Identification should be done keeping in mind the actions, speeches and ideas of these characters. In this method of presentation, the author can not only show the character’s outer actions, but also describe their thought processes, feelings, and responsiveness to events using a technique that has been refined and known as inner monologue. or consciousness flow technique. .

This technique has seen a huge boom in the modern era of English literature when writers like Virginia Woolf (in Ms. Dalloway), Joseph Conrad (in Lord Jim) and James Joyce (in Portrait of an Artist as a Young Man) have widely used the technique. They used it to show plot development, and one character’s thought process was used to define other characters as well.

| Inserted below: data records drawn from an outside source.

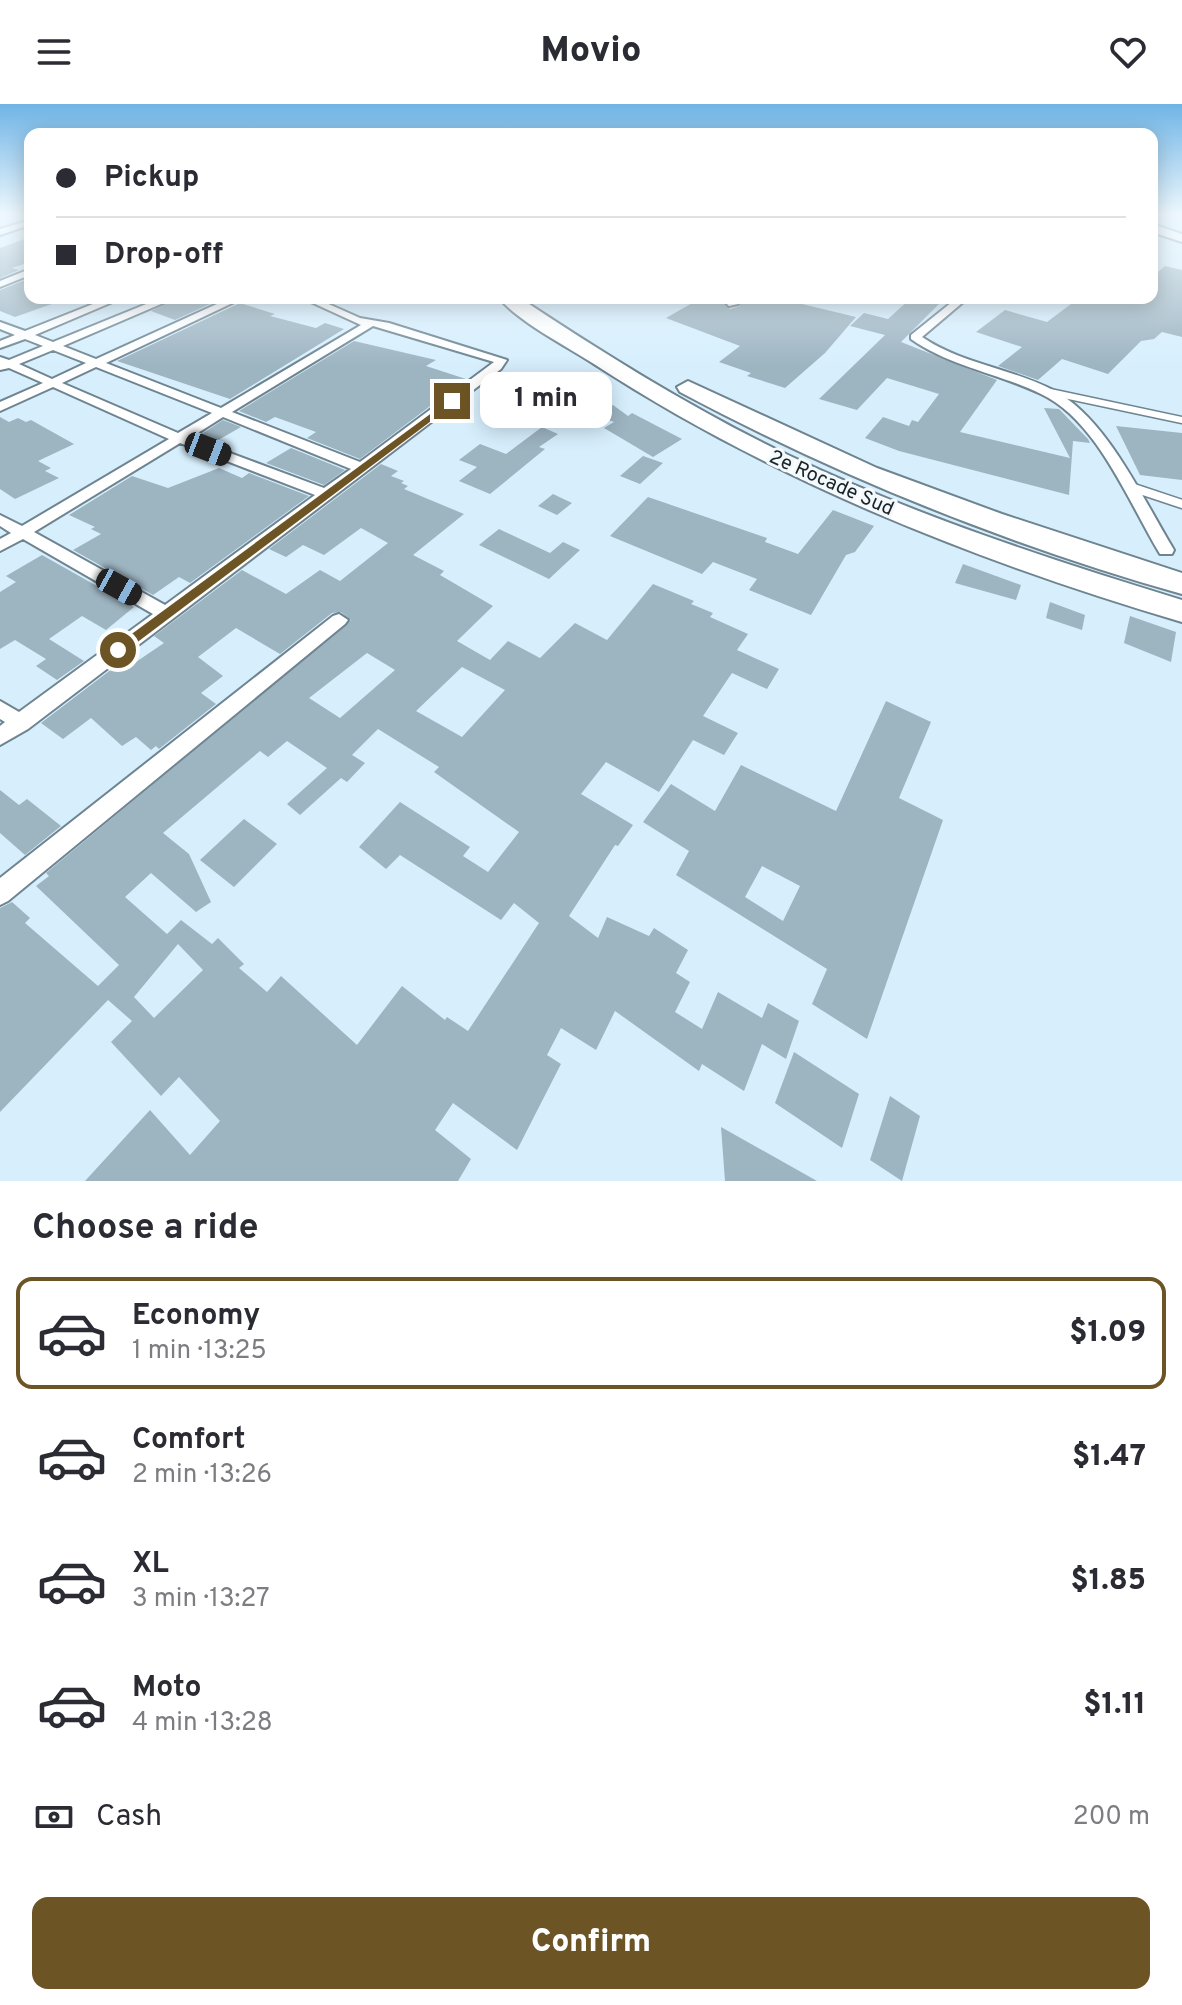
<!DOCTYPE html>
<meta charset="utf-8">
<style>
body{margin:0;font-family:Overpass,sans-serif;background:#f2f2f3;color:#2b2b33;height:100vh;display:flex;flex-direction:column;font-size:30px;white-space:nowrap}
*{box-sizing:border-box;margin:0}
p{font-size:26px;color:#7c7c81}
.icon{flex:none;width:44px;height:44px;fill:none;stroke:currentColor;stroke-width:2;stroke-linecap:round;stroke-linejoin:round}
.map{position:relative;height:1077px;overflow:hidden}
.details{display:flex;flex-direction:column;background:#fff;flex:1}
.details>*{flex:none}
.top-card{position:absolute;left:24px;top:24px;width:1134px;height:176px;border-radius:16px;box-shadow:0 4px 20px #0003;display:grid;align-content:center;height:176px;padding:0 32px;background:#fff}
.end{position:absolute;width:36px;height:36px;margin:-18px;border:10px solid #6c5424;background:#fff;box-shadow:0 0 0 4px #fff}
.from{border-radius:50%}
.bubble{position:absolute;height:56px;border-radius:16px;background:#fff;box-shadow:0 4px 20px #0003;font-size:26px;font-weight:800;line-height:56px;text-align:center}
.car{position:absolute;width:24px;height:48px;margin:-24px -12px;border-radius:10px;box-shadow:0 0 6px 2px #0007;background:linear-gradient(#222 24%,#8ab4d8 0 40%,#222 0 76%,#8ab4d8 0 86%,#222 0)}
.top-card b{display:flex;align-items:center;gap:28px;height:76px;font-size:30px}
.top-card b+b{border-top:2px solid #e1e1e2}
.top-card i{width:20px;height:20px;background:#2b2b33}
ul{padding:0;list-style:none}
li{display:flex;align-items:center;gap:24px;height:112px;margin:0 16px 12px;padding:0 16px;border:4px solid transparent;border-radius:16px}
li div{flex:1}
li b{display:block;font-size:30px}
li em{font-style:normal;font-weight:800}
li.active{border-color:#6c5424}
li>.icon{width:72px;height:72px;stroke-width:1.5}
h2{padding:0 32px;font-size:36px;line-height:96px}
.pay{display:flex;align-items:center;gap:20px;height:88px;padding:0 32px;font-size:30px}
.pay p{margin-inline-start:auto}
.primary-button{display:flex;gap:16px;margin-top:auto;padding:16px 32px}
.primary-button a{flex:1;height:92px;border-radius:16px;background:#6c5424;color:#fff;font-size:32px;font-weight:800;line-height:92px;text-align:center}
header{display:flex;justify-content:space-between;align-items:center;height:104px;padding:0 32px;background:#fff;font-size:36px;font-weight:800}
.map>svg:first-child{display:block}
.building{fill:#9db4c1;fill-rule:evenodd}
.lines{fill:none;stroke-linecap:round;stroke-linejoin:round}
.service-far1-casing{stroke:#6e8490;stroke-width:9}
.service-casing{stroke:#6e8490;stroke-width:11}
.minor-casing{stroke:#6e8490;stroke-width:4}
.secondary-casing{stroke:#6e8490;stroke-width:4}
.motorway-casing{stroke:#6e8490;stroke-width:4}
.service-far1{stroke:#fff;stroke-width:6}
.service{stroke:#fff;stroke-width:8}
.minor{fill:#fff;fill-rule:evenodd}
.secondary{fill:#fff;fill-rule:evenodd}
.motorway{fill:#fff;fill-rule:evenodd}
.route{fill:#6c5424}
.labels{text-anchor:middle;stroke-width:6;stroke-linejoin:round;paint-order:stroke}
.far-street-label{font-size:20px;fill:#1a2327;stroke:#f4f9fc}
</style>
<header><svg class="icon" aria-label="menu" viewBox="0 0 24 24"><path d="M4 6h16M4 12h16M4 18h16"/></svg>Movio<svg class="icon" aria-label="heart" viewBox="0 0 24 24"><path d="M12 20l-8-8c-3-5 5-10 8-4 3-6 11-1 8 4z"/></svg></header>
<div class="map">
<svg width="1182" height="1077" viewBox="0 0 1182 1077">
<rect width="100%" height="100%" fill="#d7effd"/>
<!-- building -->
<path class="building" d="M 30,133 L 30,158 L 12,164 L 19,166 L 0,174 L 0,144 Z
M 1165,162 L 1182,166 L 1182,233 L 1162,228 L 1154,235 L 1141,237 L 1108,270 L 1062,255 L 1038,276 L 998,262 L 1022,243 L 976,228 L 1005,206 L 1047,218 L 1079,194 L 1152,194 L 1152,173 Z
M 30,174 L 30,194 L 63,196 L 15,213 L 0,207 L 0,186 Z
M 178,194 L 223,194 L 175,216 L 151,207 Z
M 701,194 L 718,194 L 730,205 L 740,202 L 736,194 L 806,194 L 798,199 L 856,213 L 825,249 L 785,284 L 747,272 L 751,269 L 719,258 L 740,242 L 666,214 Z
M 911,194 L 945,194 L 901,238 L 997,276 L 960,328 L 1070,354 L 1044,304 L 1059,305 L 1088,335 L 1090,339 L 1073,337 L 1069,391 L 899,347 L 865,334 L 883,313 L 909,322 L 912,316 L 918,318 L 939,290 L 887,274 L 857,306 L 819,295 L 885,231 L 850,222 L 864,209 L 888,215 Z
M 240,199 L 275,210 L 270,212 L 316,224 L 325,219 L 344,225 L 230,295 L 117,257 Z
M 354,237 L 436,256 L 426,262 L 466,275 L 360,355 L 307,334 L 316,328 L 275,313 L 266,318 L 239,307 Z
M 613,301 L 628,312 L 632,309 L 682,335 L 653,353 L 604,324 L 614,318 L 595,311 Z
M 0,313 L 9,318 L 18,314 L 26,318 L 31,316 L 74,340 L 38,357 L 51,364 L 45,367 L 59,374 L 15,395 L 0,385 Z
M 223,316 L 241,323 L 213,339 L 197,333 Z
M 1116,322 L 1182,329 L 1182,376 L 1140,371 Z
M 542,323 L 558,330 L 539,343 L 545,345 L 490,390 L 459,377 L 477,363 L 459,356 L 480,340 L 506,350 Z
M 291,344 L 345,366 L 324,381 L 266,359 Z
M 643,352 L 663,359 L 640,380 L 620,372 Z
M 381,360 L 398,367 L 391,372 L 404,377 L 401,379 L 408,382 L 404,385 L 464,410 L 413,451 L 444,467 L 440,471 L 493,502 L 457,537 L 490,556 L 508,537 L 540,554 L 575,519 L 607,536 L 653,480 L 694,497 L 691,500 L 713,509 L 710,513 L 748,530 L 737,546 L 779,565 L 767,585 L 732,569 L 703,612 L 738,629 L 724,651 L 693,636 L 659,688 L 606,658 L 581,690 L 633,721 L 618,742 L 615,741 L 569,812 L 598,834 L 607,813 L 649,832 L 654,824 L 688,846 L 676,869 L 690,878 L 675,908 L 702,925 L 718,888 L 762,914 L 768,899 L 799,917 L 786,955 L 762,940 L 744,987 L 702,960 L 699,967 L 615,907 L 596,946 L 561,924 L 547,951 L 561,960 L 517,1046 L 453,999 L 435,1026 L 471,1055 L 458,1077 L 85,1077 L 150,1006 L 190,1051 L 220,1017 L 179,973 L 161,992 L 111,938 L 132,917 L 108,896 L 0,1008 L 0,804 L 12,798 L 30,814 L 25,819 L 98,882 L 119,861 L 36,782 L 49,772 L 46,769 L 351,516 L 341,508 L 332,509 L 280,550 L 236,524 L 198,553 L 223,572 L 201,589 L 216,600 L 159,645 L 156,642 L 151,646 L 136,633 L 122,642 L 91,614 L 63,635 L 41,619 L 121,558 L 130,562 L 164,539 L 154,532 L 242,466 L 286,490 L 320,466 L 340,477 L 388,439 L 361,424 L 324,451 L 303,441 L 286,453 L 269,445 ZM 367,549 L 395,566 L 340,614 L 309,594 ZM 462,563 L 505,586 L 462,633 L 416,607 ZM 378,625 L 439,663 L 434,668 L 519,728 L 488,768 L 463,752 L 470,743 L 400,698 L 359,743 L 386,765 L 400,751 L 501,816 L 514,799 L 539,819 L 468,927 L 447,913 L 445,916 L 402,882 L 357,941 L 281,872 L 267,888 L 239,864 L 244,860 L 218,834 L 212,840 L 181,816 L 167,830 L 125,793 L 151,769 L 196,808 L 211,798 L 189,750 L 163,729 L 260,647 L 268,653 L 287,637 L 327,664 L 287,700 L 300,711 L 341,674 L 347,678 L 365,659 L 352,651 ZM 178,840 L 203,866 L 154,914 L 134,893 Z
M 219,364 L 242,374 L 249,369 L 309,392 L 190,479 L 179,473 L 153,491 L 73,446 L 101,430 L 91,425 L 95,423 L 69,411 L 132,372 L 168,384 Z
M 553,390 L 572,399 L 557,411 L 538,402 Z
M 648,393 L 767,434 L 765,438 L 798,450 L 833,406 L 874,422 L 855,448 L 846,451 L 811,511 L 749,486 L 757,475 L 713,458 L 702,470 L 610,432 Z
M 499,425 L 550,449 L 563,438 L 580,446 L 549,475 L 479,441 Z
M 42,451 L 134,503 L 106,526 L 82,512 L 49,535 L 84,557 L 57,576 L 36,562 L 46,555 L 15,536 L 0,545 L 0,488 L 16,478 L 6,472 Z
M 963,460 L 1021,481 L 1016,496 L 955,479 Z
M 1050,498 L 1085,511 L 1082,526 L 1046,514 Z
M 1130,512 L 1176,528 L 1171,558 L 1124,539 Z
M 886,597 L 931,618 L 899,694 L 943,716 L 867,935 L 812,900 L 827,865 L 676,771 L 689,747 L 643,718 L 671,680 L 715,707 L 741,661 L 836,707 ZM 762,762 L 800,782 L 783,817 L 745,793 Z
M 0,686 L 19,701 L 27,695 L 61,722 L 25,751 L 0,729 Z
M 244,715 L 277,740 L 234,783 L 200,756 Z
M 794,948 L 859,990 L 842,1044 L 775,999 Z
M 890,992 L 920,1012 L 902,1077 L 870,1056 Z
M 721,1023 L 817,1077 L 725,1077 Z"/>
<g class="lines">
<!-- service-far1 casing -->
<g class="service-far1-casing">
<path id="service-far1" d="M 1050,288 L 1182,316"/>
</g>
<!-- service casing -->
<g class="service-casing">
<path id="service" d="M 1131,383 L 1182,400"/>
</g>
<!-- minor casing -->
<g class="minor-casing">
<path id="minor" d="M 30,116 L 30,121 L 0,131 L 0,125 Z
M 30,165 L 30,171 L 0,183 L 0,177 Z
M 108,194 L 122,194 L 35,231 L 53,238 L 161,194 L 175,194 L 63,242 L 96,255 L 230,194 L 243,194 L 106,259 L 221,304 L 361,221 L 302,194 L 315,194 L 360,214 L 389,219 L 507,256 L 501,265 L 28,625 L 0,641 L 0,622 L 5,618 L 0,615 L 0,597 L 19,608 L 153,510 L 23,435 L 0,447 L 0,435 L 11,429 L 0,422 L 0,411 L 22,422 L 169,335 L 53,283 L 0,307 L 0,298 L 43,279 L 9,264 L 0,266 L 0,253 L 9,256 L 43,242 L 25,235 L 0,244 L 0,237 L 15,231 L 0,225 L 0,218 L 25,227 ZM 373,222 L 494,258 L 360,358 L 232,308 ZM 53,246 L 86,259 L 52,275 L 19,260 ZM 96,263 L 212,309 L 178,329 L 62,279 ZM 223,313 L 351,365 L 324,384 L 190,334 ZM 180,339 L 315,391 L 165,501 L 34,428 Z
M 721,194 L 732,194 L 738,200 L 729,202 Z
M 957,194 L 968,194 L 922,233 C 962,260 1010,264 1053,286 C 1106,313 1143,395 1174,446 L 1172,450 L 1160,450 C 1129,399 1097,316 1041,290 C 998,269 951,263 911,235 L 911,231 Z
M 339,510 L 348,516 L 345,520 L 8,797 L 0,801 L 0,774 L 333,512 Z"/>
</g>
<!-- secondary casing -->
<g class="secondary-casing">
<path id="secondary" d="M 1152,120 L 1182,130 L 1182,138 L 1152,128 Z"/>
</g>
<!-- motorway casing -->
<g class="motorway-casing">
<path id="motorway" d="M 499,194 L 520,194 C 606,251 694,306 788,351 C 914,411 1048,455 1182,496 L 1182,518 C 976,457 774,377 594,260 C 566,242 519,218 499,194 Z
M 688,277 L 877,364 L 1002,410 L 1182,469 L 1182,490 C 1009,441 838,372 680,288 L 677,283 Z"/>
</g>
<!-- service-far1 -->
<use href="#service-far1" class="service-far1"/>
<!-- service -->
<use href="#service" class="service"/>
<!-- minor -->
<use href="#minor" class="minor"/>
<!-- secondary -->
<use href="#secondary" class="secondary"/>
<!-- motorway -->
<use href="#motorway" class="motorway"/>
</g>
<!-- sky -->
<linearGradient id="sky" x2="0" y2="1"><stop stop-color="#6fb4e5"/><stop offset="0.42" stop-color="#edf8fe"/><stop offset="1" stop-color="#edf8fe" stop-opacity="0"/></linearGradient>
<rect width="1182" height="262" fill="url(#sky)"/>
<!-- route -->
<path class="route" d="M 452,294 L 455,299 L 123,549 L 114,549 L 114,543 Z"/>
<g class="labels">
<!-- far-street labels -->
<g class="far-street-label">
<text transform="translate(832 378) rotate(24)" y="7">2e Rocade Sud</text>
</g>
</g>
</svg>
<i class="end from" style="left:118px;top:546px"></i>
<i class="end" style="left:452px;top:297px"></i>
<div class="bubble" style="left:480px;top:268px;width:132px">1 min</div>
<i class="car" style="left:208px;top:345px;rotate:111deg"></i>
<i class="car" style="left:119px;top:483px;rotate:119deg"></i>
<div class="top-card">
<b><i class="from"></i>Pickup</b>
<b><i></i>Drop-off</b>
</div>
</div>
<section class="details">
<h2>Choose a ride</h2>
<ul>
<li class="active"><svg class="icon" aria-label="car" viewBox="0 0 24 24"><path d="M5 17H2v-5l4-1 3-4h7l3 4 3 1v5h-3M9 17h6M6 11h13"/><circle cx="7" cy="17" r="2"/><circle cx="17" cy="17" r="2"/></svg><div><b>Economy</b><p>1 min · 13:25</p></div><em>$1.09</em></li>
<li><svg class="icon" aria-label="car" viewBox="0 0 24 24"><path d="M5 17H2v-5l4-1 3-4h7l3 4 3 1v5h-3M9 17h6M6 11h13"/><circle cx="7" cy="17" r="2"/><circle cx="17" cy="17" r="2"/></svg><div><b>Comfort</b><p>2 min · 13:26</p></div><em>$1.47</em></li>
<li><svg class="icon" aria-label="car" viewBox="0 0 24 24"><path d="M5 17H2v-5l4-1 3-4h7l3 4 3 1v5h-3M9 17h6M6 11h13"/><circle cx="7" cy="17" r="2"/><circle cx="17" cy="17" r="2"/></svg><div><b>XL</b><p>3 min · 13:27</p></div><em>$1.85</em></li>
<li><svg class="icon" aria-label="car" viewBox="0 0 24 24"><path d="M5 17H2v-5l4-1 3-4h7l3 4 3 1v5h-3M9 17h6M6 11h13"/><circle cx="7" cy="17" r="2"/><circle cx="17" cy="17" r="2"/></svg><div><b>Moto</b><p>4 min · 13:28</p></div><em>$1.11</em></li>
</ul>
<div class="pay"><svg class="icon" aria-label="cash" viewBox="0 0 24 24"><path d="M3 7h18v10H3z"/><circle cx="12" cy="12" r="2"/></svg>Cash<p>200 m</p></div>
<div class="primary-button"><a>Confirm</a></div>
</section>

The method of telling, the author himself tells readers about the motivations and disposition of the character he is talking about in order to reveal everything to the readers. that of Jane Austen Pride and Prejudice is a perfect example of writing in this way where the writer clearly describes the motives of the two characters Mr. and Mrs. Bennet when Ms. Bennet talks about a man occupying the next seat. Mrs. Bennet wants Mr. Bennet to go talk to the man about their eldest daughter’s match-fixing. Austen also writes a paragraph to describe the character of Mr. Bennet.

Many research papers have said that this technique of telling is a direct violation of the art and they have widely recommended the technique of showing. This technique gives readers food for thought so that they themselves can give a subjective interpretation of the characters.

The modern and postmodern era saw a great deal of experimentation in the field of writing and writers of this era focused on the individuality of the characters rather than trying to bring them into the world of the novel. In fact, the playwrights of the Theater of the Absurd used characters to convey their themes. Even structuralists and postcolonial critics have focused on a character’s concept of identity and how people witness a loss of identity.

Thus, the concept of character and characterization is central to any literary work. The information given above is sufficient to guide learners who sketch characters.